**Directions**: Look for the word "Generała" in the entries below, then copy every line that has it.

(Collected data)
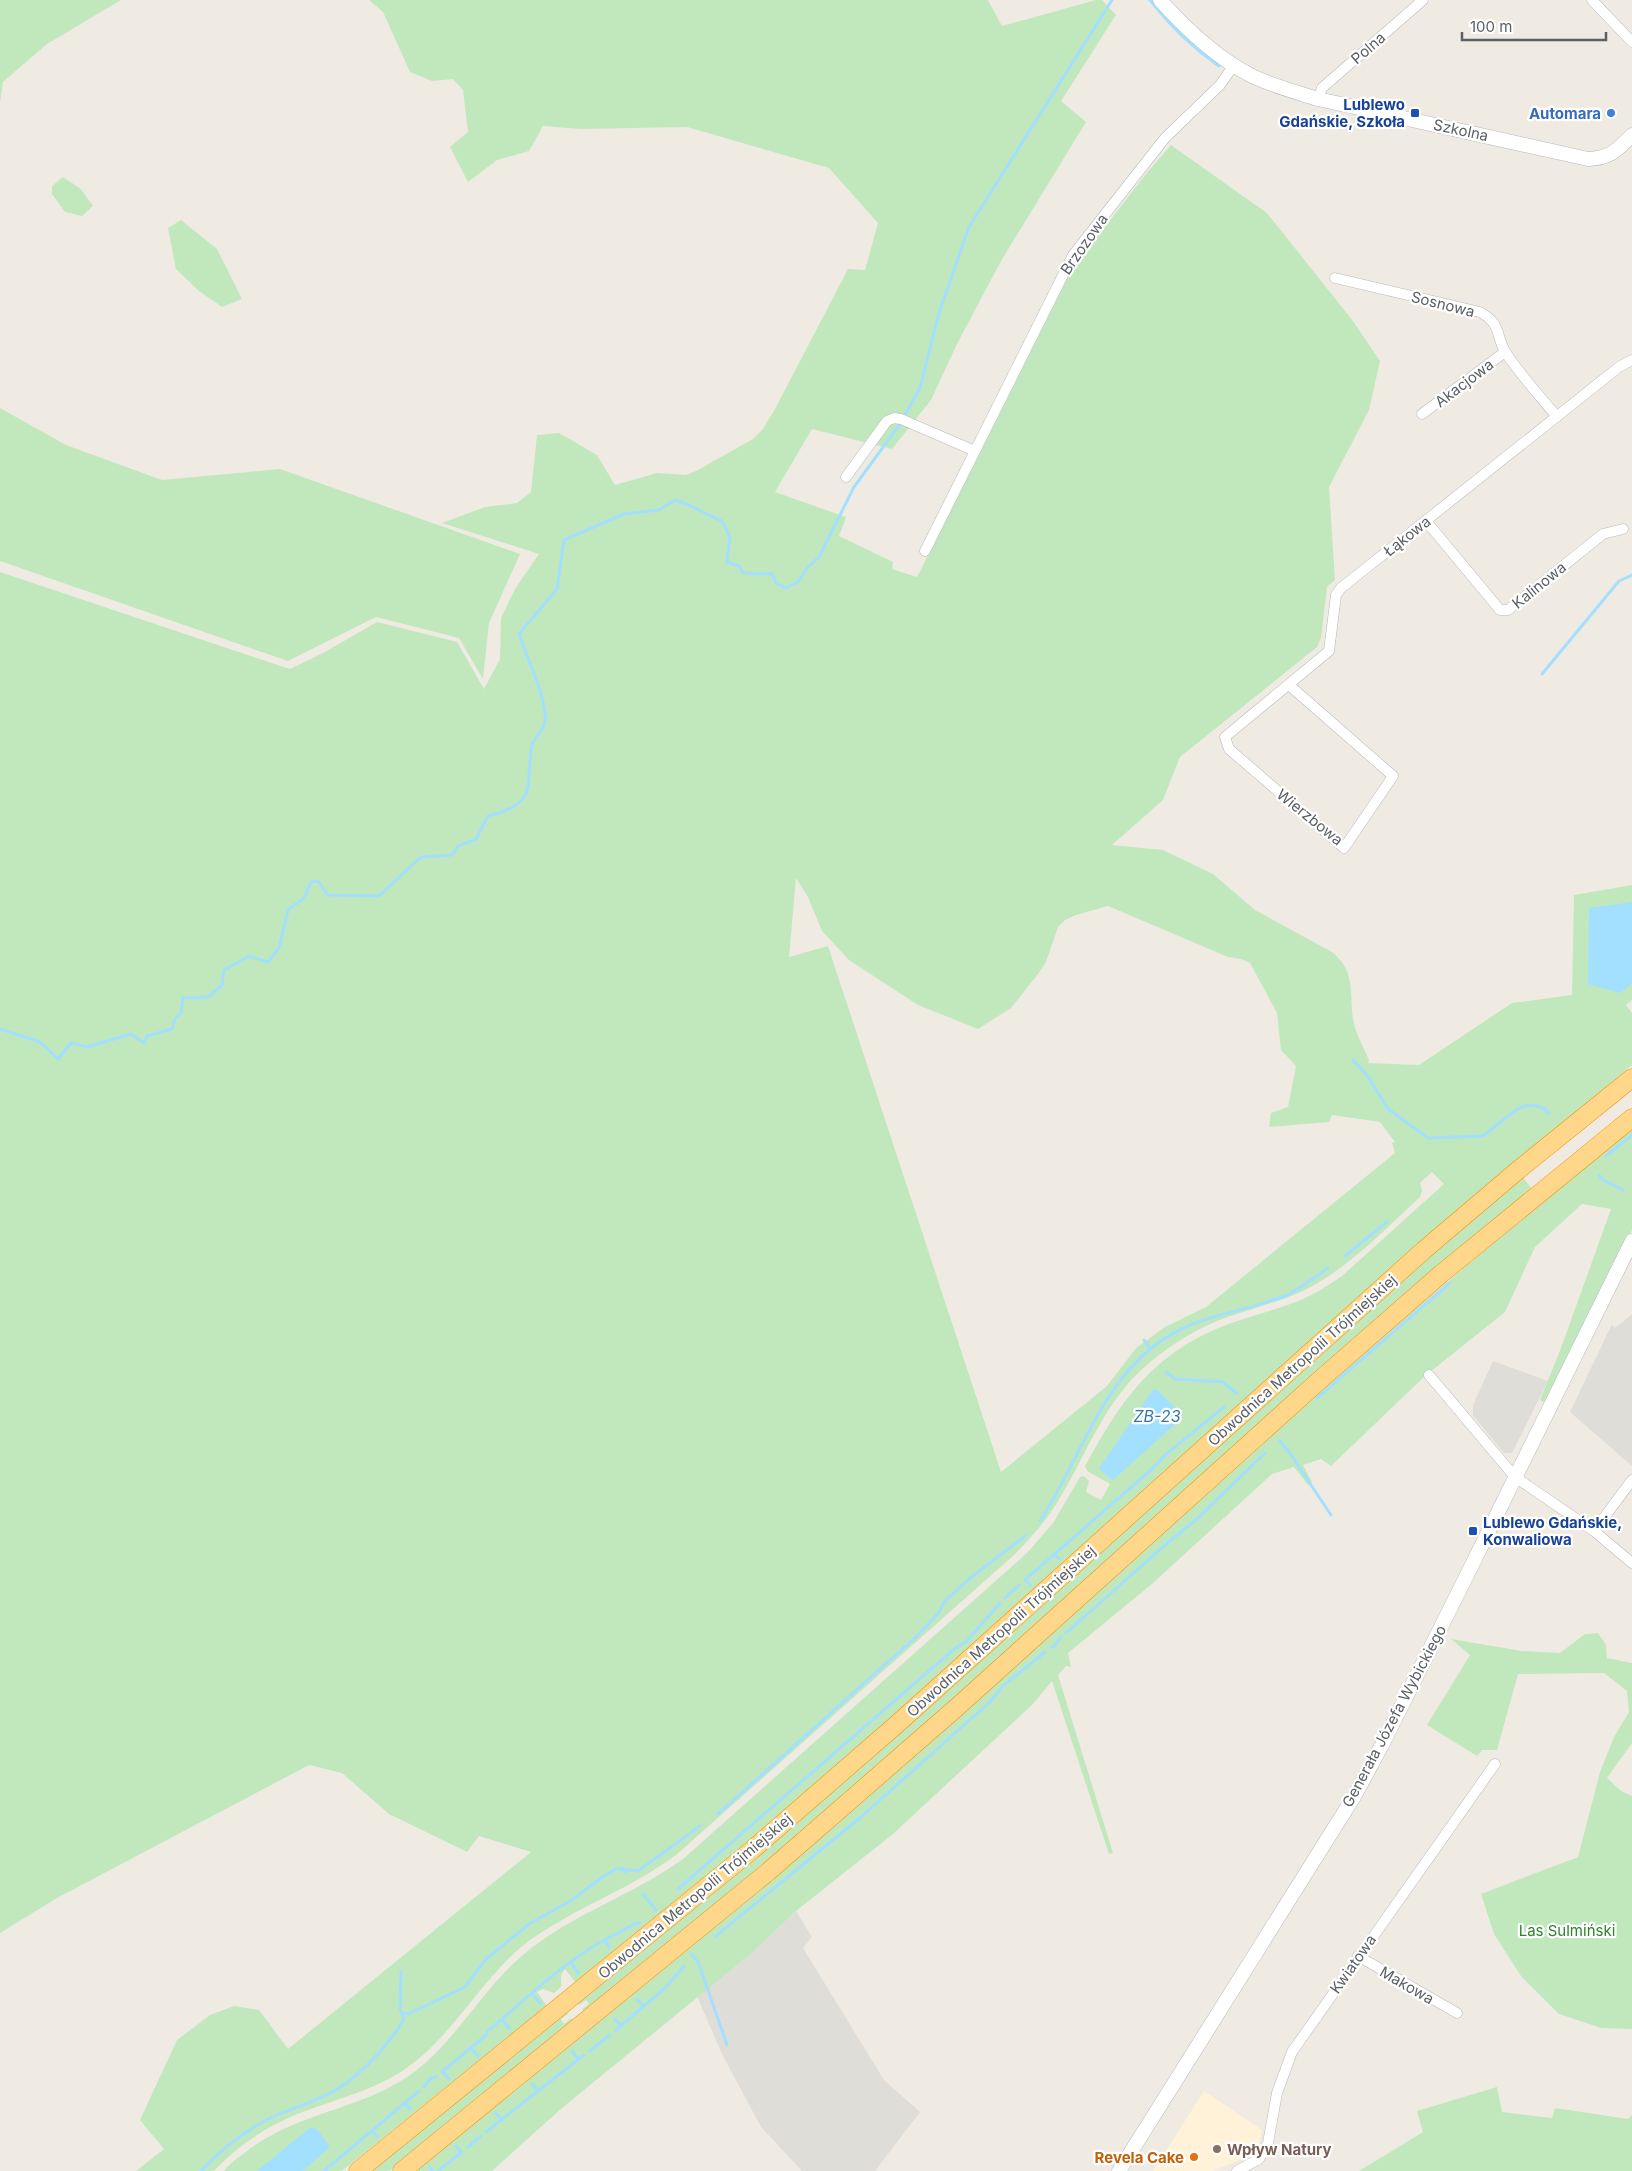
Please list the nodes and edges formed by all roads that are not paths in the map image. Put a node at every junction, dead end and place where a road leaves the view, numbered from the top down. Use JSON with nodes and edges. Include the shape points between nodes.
{"nodes":[{"id":1,"x":1160,"y":0,"type":"edge"},
{"id":2,"x":1423,"y":0,"type":"edge"},
{"id":3,"x":1592,"y":0,"type":"edge"},
{"id":4,"x":1632,"y":42,"type":"edge"},
{"id":5,"x":1234,"y":65,"type":"junction"},
{"id":6,"x":1318,"y":99,"type":"junction"},
{"id":7,"x":1632,"y":134,"type":"edge"},
{"id":8,"x":1335,"y":278,"type":"dead end"},
{"id":9,"x":1505,"y":352,"type":"junction"},
{"id":10,"x":1632,"y":360,"type":"edge"},
{"id":11,"x":1422,"y":414,"type":"dead end"},
{"id":12,"x":1557,"y":417,"type":"junction"},
{"id":13,"x":975,"y":451,"type":"junction"},
{"id":14,"x":846,"y":477,"type":"dead end"},
{"id":15,"x":1426,"y":521,"type":"junction"},
{"id":16,"x":1623,"y":529,"type":"dead end"},
{"id":17,"x":926,"y":550,"type":"dead end"},
{"id":18,"x":1289,"y":685,"type":"junction"},
{"id":19,"x":1225,"y":737,"type":"joint"},
{"id":20,"x":1632,"y":1078,"type":"edge"},
{"id":21,"x":1632,"y":1118,"type":"edge"},
{"id":22,"x":1632,"y":1241,"type":"edge"},
{"id":23,"x":1429,"y":1374,"type":"dead end"},
{"id":24,"x":1515,"y":1477,"type":"junction"},
{"id":25,"x":1632,"y":1480,"type":"edge"},
{"id":26,"x":1594,"y":1531,"type":"junction"},
{"id":27,"x":1632,"y":1563,"type":"edge"},
{"id":28,"x":1494,"y":1764,"type":"dead end"},
{"id":29,"x":1358,"y":1956,"type":"junction"},
{"id":30,"x":1457,"y":2013,"type":"dead end"},
{"id":31,"x":358,"y":2171,"type":"edge"},
{"id":32,"x":402,"y":2171,"type":"edge"},
{"id":33,"x":1119,"y":2171,"type":"edge"},
{"id":34,"x":1236,"y":2171,"type":"edge"}],
"edges":[{"from":1,"to":5,"type":"main road","name":"Szkolna","via":[[1182,24]]},
{"from":2,"to":6,"type":"street","name":"Polna","via":[[1322,88]]},
{"from":3,"to":4,"type":"street"},
{"from":5,"to":6,"type":"main road","name":"Szkolna","via":[[1274,85]]},
{"from":5,"to":13,"type":"street","name":"Brzozowa","via":[[1220,84],[1166,138],[1073,255]]},
{"from":6,"to":7,"type":"main road","name":"Szkolna","via":[[1588,159],[1603,158],[1613,153]]},
{"from":8,"to":9,"type":"street","name":"Sosnowa","via":[[1480,312],[1491,318]]},
{"from":9,"to":11,"type":"street","name":"Akacjowa"},
{"from":9,"to":12,"type":"street","name":"Sosnowa"},
{"from":10,"to":12,"type":"street","name":"Łąkowa"},
{"from":12,"to":15,"type":"street","name":"Łąkowa"},
{"from":13,"to":14,"type":"street","via":[[894,418],[887,421]]},
{"from":13,"to":17,"type":"street","name":"Brzozowa"},
{"from":15,"to":16,"type":"street","name":"Kalinowa","via":[[1500,610],[1508,610],[1602,534]]},
{"from":15,"to":18,"type":"street","name":"Łąkowa","via":[[1341,588],[1336,595],[1329,651]]},
{"from":18,"to":19,"type":"street","name":"Łąkowa"},
{"from":18,"to":19,"type":"street","name":"Wierzbowa","via":[[1393,776],[1344,848],[1229,749]]},
{"from":20,"to":31,"type":"highway","name":"Obwodnica Metropolii Trójmiejskiej","via":[[1424,1250],[896,1725],[752,1850]]},
{"from":21,"to":32,"type":"highway","name":"Obwodnica Metropolii Trójmiejskiej","via":[[1441,1274],[769,1871]]},
{"from":22,"to":24,"type":"main road","name":"Generała Józefa Wybickiego"},
{"from":23,"to":24,"type":"street"},
{"from":24,"to":26,"type":"street"},
{"from":24,"to":33,"type":"main road","name":"Generała Józefa Wybickiego","via":[[1354,1795]]},
{"from":25,"to":26,"type":"street"},
{"from":26,"to":27,"type":"street"},
{"from":28,"to":29,"type":"street","name":"Kwiatowa"},
{"from":29,"to":30,"type":"street","name":"Makowa"},
{"from":29,"to":34,"type":"street","name":"Kwiatowa","via":[[1292,2052],[1277,2093],[1268,2143],[1263,2152],[1253,2163]]}]}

**Task answer**:
{"from":22,"to":24,"type":"main road","name":"Generała Józefa Wybickiego"},
{"from":24,"to":33,"type":"main road","name":"Generała Józefa Wybickiego","via":[[1354,1795]]},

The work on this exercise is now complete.